Writing to your sponsored child
Our sponsors love writing to their sponsored children – and sponsored children love receiving their letters in the post. When you write a letter, we ask that you:
- Send all correspondence via Plan International UK. This helps keep your sponsored child’s identity secure and safeguards your own address.
- Don’t include any addresses, websites, emails, social media handles or phone numbers in your correspondence.
- Avoid writing about any political or religious issues that could inadvertently cause offence.
Visiting your sponsored child
Did you know that once you’ve sponsored your child for six months, we can help you visit them, so you can see first-hand the impact your support is having? All you need to do is contact our visits team on 0300 777 9779 or email email@example.com at least two to three months before your trip.

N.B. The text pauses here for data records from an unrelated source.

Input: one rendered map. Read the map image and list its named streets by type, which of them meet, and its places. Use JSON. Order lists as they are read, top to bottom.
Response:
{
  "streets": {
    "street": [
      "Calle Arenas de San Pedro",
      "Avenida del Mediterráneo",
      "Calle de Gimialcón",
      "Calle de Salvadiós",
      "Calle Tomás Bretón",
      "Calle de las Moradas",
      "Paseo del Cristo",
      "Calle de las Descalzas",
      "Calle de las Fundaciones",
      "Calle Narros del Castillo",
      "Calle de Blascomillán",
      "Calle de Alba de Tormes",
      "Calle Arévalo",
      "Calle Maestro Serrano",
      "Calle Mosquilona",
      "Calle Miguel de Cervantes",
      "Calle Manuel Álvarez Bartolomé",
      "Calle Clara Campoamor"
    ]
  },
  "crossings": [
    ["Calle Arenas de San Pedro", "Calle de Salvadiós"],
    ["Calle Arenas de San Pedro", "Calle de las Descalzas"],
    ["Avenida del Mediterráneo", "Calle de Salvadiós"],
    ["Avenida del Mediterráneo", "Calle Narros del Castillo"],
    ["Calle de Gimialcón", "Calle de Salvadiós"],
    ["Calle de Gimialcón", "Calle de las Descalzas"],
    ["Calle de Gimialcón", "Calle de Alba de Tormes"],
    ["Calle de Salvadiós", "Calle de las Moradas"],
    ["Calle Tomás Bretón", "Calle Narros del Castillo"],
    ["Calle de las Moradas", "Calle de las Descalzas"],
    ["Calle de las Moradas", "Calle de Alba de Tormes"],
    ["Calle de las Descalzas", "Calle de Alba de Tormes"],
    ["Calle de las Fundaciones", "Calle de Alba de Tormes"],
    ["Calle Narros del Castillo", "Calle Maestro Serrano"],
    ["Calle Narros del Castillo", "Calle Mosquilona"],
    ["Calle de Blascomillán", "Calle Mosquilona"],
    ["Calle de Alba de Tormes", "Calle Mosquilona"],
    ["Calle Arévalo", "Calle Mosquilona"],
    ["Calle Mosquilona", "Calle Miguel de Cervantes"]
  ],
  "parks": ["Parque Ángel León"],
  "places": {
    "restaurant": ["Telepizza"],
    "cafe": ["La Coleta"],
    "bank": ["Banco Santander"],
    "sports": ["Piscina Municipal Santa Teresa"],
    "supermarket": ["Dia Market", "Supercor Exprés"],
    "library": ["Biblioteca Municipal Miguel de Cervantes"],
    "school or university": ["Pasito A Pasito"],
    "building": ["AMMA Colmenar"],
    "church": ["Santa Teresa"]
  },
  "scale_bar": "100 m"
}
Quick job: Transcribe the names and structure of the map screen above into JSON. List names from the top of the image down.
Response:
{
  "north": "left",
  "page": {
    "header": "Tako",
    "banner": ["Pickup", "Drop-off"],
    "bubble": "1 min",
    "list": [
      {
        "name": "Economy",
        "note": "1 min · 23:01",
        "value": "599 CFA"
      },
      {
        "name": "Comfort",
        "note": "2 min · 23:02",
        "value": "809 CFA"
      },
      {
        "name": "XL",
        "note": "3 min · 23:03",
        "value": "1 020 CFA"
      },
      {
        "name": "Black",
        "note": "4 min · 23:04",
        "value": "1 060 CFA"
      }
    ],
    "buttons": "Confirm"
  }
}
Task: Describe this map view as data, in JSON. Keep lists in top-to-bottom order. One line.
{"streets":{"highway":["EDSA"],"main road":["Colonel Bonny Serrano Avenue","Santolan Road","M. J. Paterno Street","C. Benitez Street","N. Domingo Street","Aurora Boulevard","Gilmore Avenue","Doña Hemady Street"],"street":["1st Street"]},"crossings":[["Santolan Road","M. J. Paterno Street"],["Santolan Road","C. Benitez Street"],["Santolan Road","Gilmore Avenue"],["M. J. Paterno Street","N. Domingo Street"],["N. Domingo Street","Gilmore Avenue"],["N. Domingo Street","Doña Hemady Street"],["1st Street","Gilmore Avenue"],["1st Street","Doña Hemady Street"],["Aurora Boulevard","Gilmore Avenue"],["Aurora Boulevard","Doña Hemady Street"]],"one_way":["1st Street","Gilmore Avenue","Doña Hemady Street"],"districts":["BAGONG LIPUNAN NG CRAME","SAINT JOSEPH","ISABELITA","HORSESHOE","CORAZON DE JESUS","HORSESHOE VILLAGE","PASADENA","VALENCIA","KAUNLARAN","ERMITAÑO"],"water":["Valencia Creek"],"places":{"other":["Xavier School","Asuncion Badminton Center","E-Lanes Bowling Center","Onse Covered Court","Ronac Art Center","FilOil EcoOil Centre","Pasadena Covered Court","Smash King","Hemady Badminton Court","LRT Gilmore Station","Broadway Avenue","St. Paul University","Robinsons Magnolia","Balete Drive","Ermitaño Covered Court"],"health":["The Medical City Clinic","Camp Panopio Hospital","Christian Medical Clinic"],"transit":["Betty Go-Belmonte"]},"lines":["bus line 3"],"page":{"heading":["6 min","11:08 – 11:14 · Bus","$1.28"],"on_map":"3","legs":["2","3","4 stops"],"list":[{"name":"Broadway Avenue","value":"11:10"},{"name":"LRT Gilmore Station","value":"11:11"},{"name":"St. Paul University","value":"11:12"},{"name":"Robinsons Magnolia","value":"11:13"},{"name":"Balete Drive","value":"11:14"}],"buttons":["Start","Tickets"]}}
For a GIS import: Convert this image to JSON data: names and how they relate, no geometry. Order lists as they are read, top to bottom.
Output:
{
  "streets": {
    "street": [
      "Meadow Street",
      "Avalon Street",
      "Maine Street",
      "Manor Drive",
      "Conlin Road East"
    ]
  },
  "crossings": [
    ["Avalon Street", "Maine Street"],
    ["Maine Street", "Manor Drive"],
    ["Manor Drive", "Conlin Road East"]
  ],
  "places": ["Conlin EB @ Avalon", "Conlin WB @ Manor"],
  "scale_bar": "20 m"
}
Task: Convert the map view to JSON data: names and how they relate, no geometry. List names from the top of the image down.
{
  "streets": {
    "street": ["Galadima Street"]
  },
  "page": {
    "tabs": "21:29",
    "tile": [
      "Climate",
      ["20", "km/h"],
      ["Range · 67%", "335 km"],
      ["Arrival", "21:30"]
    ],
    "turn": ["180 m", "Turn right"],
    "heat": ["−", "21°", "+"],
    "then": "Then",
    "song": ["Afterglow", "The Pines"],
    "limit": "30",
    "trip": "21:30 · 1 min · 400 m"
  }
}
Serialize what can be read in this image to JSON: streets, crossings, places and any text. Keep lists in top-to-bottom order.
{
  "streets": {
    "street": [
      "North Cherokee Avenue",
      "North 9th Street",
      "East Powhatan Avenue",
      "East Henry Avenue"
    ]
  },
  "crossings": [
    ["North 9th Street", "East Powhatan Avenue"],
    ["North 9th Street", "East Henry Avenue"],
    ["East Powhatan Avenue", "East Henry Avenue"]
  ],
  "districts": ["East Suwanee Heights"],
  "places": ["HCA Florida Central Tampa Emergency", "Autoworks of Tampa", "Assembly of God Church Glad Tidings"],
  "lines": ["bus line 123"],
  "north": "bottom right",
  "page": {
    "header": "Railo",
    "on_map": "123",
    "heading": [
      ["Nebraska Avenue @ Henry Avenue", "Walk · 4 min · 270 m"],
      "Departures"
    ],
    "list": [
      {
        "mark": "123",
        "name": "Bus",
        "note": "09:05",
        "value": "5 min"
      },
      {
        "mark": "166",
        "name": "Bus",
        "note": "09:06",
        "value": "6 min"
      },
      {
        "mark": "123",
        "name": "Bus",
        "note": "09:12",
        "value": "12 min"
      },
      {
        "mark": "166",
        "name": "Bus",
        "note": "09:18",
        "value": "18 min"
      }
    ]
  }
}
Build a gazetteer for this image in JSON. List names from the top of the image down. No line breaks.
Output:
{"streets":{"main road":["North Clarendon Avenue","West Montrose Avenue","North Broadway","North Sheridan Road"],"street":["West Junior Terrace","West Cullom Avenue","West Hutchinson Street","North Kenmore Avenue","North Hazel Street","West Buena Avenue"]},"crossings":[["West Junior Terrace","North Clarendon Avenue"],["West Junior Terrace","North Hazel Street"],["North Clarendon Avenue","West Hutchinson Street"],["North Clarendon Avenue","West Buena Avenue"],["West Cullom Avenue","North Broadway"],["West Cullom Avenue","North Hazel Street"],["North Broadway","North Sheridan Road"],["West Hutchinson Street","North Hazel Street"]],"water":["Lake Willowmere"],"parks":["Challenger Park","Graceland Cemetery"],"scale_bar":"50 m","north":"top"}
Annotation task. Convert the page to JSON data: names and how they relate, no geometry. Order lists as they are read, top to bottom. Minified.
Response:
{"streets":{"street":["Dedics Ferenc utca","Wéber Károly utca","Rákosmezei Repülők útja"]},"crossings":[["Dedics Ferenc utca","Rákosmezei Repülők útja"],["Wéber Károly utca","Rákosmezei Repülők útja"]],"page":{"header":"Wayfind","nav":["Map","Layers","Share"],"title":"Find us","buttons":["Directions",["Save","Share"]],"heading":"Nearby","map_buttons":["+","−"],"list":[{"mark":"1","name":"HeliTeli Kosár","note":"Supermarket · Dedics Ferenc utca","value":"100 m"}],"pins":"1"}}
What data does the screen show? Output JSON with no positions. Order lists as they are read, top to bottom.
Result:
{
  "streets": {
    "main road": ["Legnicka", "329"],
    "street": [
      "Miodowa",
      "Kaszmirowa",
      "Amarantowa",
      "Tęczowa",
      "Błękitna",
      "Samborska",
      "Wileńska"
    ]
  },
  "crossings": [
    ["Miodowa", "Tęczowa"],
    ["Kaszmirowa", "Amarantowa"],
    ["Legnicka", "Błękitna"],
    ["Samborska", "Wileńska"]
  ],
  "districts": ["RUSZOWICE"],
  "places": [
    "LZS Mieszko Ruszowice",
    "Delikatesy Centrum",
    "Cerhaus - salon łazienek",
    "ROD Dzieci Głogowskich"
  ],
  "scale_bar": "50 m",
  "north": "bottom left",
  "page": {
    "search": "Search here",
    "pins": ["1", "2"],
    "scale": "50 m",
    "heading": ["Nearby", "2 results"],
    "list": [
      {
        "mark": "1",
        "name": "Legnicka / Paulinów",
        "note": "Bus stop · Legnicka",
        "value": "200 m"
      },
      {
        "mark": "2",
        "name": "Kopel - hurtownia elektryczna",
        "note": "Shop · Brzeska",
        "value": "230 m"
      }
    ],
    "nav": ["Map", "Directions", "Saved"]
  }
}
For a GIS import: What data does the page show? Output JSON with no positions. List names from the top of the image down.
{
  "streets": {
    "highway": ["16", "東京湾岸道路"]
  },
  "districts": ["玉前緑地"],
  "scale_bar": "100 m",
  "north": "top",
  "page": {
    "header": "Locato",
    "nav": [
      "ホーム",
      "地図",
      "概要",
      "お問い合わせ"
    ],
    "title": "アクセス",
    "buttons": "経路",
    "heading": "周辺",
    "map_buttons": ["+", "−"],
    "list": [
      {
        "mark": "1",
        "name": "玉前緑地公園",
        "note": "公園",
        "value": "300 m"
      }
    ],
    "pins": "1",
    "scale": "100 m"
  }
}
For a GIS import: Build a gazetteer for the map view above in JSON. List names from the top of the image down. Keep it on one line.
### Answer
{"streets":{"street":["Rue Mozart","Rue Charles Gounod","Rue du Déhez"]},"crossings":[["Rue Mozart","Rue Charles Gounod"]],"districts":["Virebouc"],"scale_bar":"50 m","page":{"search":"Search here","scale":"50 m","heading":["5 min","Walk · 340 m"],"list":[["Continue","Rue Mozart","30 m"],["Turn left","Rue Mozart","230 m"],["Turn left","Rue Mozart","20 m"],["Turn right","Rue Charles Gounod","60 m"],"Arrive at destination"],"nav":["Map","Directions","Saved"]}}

They can talk you through the process, which includes completing a background check and agreeing to our safeguarding rules. On your visit, a Plan International team member will accompany you, to act as a guide and supervisor. We charge a small non-refundable deposit to cover admin costs.
Our commitment to keeping children safe
We’re committed to the wellbeing of children and take their safeguarding seriously. That’s why:
- We don’t allow any direct contact between a sponsor and their sponsored child.
- All letters, postcards, drawings and photographs are screened by our trained team and volunteers, to make sure they don’t contain anything that could be a safeguarding concern.
- We may decline visits to a sponsored child for any reason, including concern for the safety or wellbeing of children or their families.
- Visits to a sponsored child and their family don’t take place in their home. We host sponsors in the child’s community, for example at their school or youth club.
We reserve the right to cancel a child sponsorship for child protection or for any other reason. Any incident or suspicion relating to child abuse involving a Plan International UK sponsor will be investigated. Where appropriate, this may include contacting the relevant authorities.